MonoDevelop is an IDE developed for UNIXoid platforms (afaik mainly used on Linux & MacOS X) and its based on SharpDevelop to quite some extent. SharpDevelop is an IDE running under Mono and MS .NET but it’s currently limited to Windows because of its dependancy on Windows.Forms.
The discussion started with Todd Berman, one of the main MonoDevelop guys, announcing that he will license all his own contributions under the MIT X11 license as opposed to SharpDevelops GPL policy. The MIT X11 license is some kind of LGPL/BSD/Apache style license which allows the mixture of free and non-free software.
The SharpDevelop guys (namely Christoph Wille) then remarked, that this is not possible as the MonoDevelop modules depend/extend GPLed SharpDevelop code. This effectively means that the authors cannot decide about the license of their own code because of the GPL limitations. This kind of annoyed some MonoDevelop guys as they wanted a more liberal license, especially to allow third parties to provide non-free plugins to MonoDevelop. One of the major developers, John Luke, decided to let go on MonoDevelop because of that.
I’m not really sure what the definitive conclusion of the rather interesting debate was, but in the end (at least, the current state) Todd Berman announced that he will relicense his contributions to bei MIT X11 / GPL dual licensed. When being distributed with SharpDevelop parts they have to be licensed under the GPL though.
What does this mean to other developers? Be careful about license issues with your Open Source project. Noone wants to struggle with strange juristical issues instead of writing cool code. Especially when including source code from other projects you might irrevocably bork up your project in terms of what you can use it for.

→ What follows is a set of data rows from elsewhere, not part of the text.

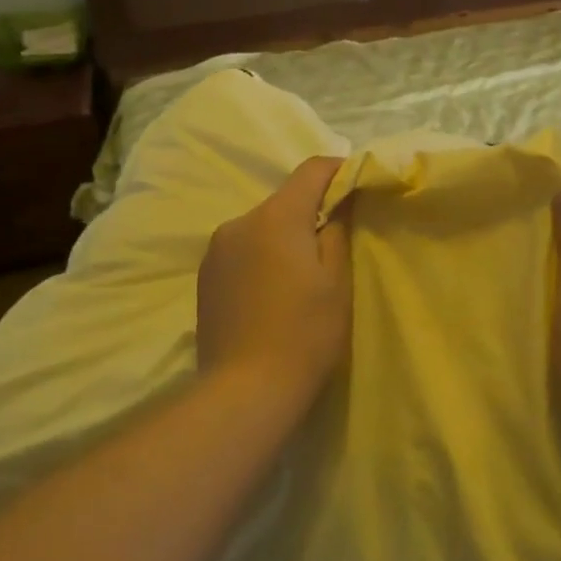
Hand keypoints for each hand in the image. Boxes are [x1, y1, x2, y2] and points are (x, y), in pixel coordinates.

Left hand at [197, 156, 351, 408]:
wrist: (245, 390)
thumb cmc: (305, 333)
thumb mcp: (337, 282)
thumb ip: (338, 231)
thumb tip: (338, 203)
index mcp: (276, 217)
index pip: (311, 170)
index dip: (338, 170)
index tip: (357, 183)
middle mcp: (239, 222)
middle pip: (283, 200)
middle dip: (310, 211)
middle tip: (334, 241)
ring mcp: (216, 250)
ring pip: (260, 227)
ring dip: (283, 237)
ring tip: (300, 275)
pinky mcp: (204, 277)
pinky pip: (241, 251)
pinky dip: (261, 257)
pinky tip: (271, 293)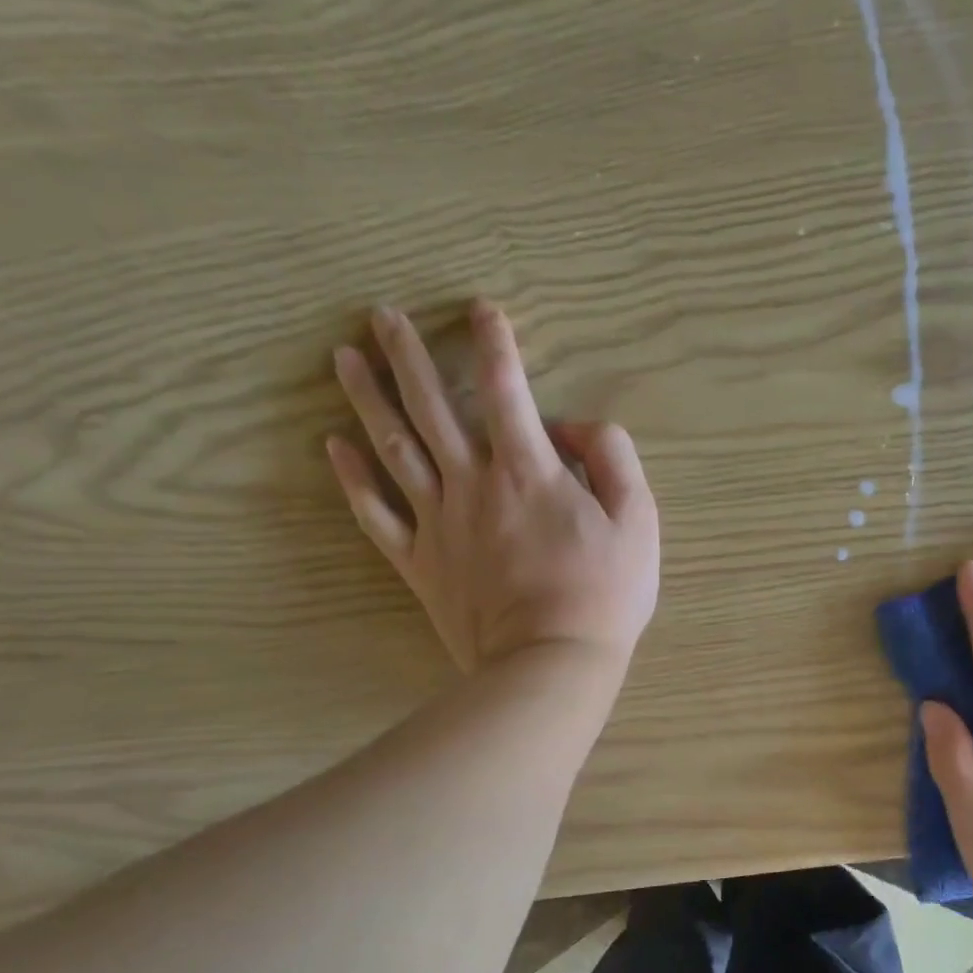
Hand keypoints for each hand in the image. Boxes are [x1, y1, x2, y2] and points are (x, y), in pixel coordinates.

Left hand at [326, 301, 659, 674]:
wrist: (550, 663)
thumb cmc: (604, 593)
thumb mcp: (639, 519)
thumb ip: (611, 458)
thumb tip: (572, 428)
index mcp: (528, 471)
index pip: (507, 390)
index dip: (495, 343)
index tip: (481, 309)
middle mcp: (474, 484)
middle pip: (433, 407)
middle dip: (409, 355)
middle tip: (383, 315)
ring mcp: (439, 523)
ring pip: (394, 448)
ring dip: (368, 399)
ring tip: (345, 358)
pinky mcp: (419, 562)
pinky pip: (376, 515)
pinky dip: (352, 479)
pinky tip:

After all, I don’t really understand the position of the SharpDevelop guys - they do not really seem very happy with the existence of MonoDevelopl. Otherwise they might go ahead and try to find a compromise, e.g. LGPLing the plug-in interfaces or the parts MonoDevelop depends on. I’m not a lawyer, but this might make non-GPL plug-ins and enhancements possible.
It’s their sourcecode and their copyright so they can ofcourse freely decide what should be possible and what shouldn’t. But I don’t consider it a good idea to enforce the use of your favorite license on other people. It doesn’t sound very “free” (freedom, not beer, german “frei”) either.